MODELING DISPERSAL DISTANCES IN A SOIL GRADIENT - THE INFLUENCE OF METAL RESISTANCE, COMPETITION, AND EXPERIENCE

A discrete probability model was developed to describe the distributions of dispersal distances of two soil-living collembolan species, Folsomia fimetarioides and Isotomiella minor, in an experimental gradient with metal polluted soil. The model assumes that animals move stepwise between adjacent habitats with a probability that is influenced by soil metal concentration, metal induced mortality and resistance, interspecific competition and the capability of individuals to perceive concentration differences. Theoretical and observed distributions were compared to determine the contribution of each factor to the dispersal pattern.

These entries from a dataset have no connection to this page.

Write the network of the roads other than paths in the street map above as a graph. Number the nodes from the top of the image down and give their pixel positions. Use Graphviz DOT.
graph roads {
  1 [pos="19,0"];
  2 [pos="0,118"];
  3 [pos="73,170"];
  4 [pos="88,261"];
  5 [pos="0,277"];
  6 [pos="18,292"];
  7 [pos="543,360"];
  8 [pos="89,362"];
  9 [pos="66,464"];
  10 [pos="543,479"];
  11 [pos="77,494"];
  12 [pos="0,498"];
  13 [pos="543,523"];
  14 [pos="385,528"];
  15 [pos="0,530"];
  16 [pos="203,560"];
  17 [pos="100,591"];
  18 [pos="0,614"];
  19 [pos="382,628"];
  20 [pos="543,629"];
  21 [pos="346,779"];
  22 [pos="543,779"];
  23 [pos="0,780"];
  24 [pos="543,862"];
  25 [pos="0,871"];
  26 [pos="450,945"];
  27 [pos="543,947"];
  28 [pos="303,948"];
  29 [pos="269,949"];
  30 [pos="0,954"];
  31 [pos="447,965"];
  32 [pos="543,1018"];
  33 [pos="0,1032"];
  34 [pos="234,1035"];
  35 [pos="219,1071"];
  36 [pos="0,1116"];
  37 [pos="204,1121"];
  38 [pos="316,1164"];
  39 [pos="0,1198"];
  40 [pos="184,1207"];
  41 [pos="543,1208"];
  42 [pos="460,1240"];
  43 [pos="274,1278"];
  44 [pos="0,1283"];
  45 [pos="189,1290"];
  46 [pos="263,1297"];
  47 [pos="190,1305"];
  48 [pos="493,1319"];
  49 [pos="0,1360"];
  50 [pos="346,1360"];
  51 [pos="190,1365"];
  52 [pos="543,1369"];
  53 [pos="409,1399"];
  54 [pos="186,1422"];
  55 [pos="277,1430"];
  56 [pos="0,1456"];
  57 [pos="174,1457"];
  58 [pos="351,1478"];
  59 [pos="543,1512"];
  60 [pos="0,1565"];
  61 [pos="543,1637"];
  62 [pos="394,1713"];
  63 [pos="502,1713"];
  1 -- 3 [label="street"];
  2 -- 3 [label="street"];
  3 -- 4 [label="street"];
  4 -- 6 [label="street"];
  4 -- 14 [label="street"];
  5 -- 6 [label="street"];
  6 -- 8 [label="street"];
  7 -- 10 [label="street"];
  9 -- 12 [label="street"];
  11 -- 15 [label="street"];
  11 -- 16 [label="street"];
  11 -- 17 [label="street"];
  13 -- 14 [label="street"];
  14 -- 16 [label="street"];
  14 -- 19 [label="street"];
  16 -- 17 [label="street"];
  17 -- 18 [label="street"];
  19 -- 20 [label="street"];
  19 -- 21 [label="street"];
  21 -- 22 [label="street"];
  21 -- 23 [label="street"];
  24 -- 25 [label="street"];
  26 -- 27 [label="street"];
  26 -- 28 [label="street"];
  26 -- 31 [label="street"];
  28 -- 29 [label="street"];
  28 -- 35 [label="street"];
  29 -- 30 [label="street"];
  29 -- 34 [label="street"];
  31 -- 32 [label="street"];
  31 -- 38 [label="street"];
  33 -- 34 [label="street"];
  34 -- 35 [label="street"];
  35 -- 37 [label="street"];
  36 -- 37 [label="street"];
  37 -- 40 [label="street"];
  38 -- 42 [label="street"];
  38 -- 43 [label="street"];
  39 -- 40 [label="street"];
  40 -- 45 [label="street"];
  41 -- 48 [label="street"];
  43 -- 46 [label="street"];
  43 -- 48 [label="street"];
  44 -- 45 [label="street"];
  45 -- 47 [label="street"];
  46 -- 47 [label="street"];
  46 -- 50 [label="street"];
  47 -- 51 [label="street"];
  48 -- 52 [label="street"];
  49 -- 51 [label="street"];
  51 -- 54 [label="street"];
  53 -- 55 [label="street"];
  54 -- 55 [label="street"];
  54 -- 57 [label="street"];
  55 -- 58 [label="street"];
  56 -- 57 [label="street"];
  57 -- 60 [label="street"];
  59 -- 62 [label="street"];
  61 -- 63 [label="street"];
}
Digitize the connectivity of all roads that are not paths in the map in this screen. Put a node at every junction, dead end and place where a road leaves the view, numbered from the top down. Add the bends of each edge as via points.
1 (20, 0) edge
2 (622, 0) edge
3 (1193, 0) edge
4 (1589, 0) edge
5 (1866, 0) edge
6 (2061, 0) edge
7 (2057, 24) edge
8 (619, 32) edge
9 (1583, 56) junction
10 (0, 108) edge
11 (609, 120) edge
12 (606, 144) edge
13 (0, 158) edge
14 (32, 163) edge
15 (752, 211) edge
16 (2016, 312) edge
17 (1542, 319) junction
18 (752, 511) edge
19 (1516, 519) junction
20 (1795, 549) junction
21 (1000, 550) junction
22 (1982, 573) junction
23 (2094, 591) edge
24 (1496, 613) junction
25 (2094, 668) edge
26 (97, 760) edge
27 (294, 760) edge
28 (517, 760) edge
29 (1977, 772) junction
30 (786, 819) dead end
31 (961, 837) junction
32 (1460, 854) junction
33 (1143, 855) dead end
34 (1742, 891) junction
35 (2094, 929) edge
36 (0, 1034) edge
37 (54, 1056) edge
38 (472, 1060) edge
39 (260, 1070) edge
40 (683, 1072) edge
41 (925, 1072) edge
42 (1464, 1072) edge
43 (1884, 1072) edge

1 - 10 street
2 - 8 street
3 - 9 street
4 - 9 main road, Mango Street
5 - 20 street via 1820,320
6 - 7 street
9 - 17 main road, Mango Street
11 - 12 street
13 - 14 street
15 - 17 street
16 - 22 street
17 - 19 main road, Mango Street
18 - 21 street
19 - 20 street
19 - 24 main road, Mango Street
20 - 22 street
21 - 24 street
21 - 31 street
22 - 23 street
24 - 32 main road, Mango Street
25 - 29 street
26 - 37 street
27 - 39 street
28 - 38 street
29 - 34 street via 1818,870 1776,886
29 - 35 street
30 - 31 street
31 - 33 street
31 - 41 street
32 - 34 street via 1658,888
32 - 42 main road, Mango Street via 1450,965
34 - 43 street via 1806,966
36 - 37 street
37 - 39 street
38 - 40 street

Mor soils from a contaminated area were used to construct gradients consisting of three connected 20-cm(3) PVC rings filled with soil of different zinc and copper concentrations. Adult collembolans were added to each ring, and survivors and newly hatched juveniles were counted after 2 and 10 weeks of incubation. The probability that individuals remained in the soil where they were released was generally < 0.5. They responded to increasing metal concentrations by an exponentially decreasing probability to settle. The model suggested that dispersal distances of F. fimetarioides were largely affected by resistance to metals, which was supported by independent observations of enhanced reproduction by individuals collected in the polluted field soil compared with individuals from an unpolluted soil in the same area. Both species preferred to settle in the unpolluted part of the gradient, but F. fimetarioides was slower due to a poorer dispersal ability or a slower response to high metal concentrations. Significantly more F. fimetarioides remained in the most polluted soil during the first 2 weeks of incubation when I. minor was also present in the gradient, but the contribution of competition to the model description of dispersal distances was weak. The closest fit to the experimental data was attained when individuals were assumed to perceive differences in metal concentrations as they moved from one soil to another.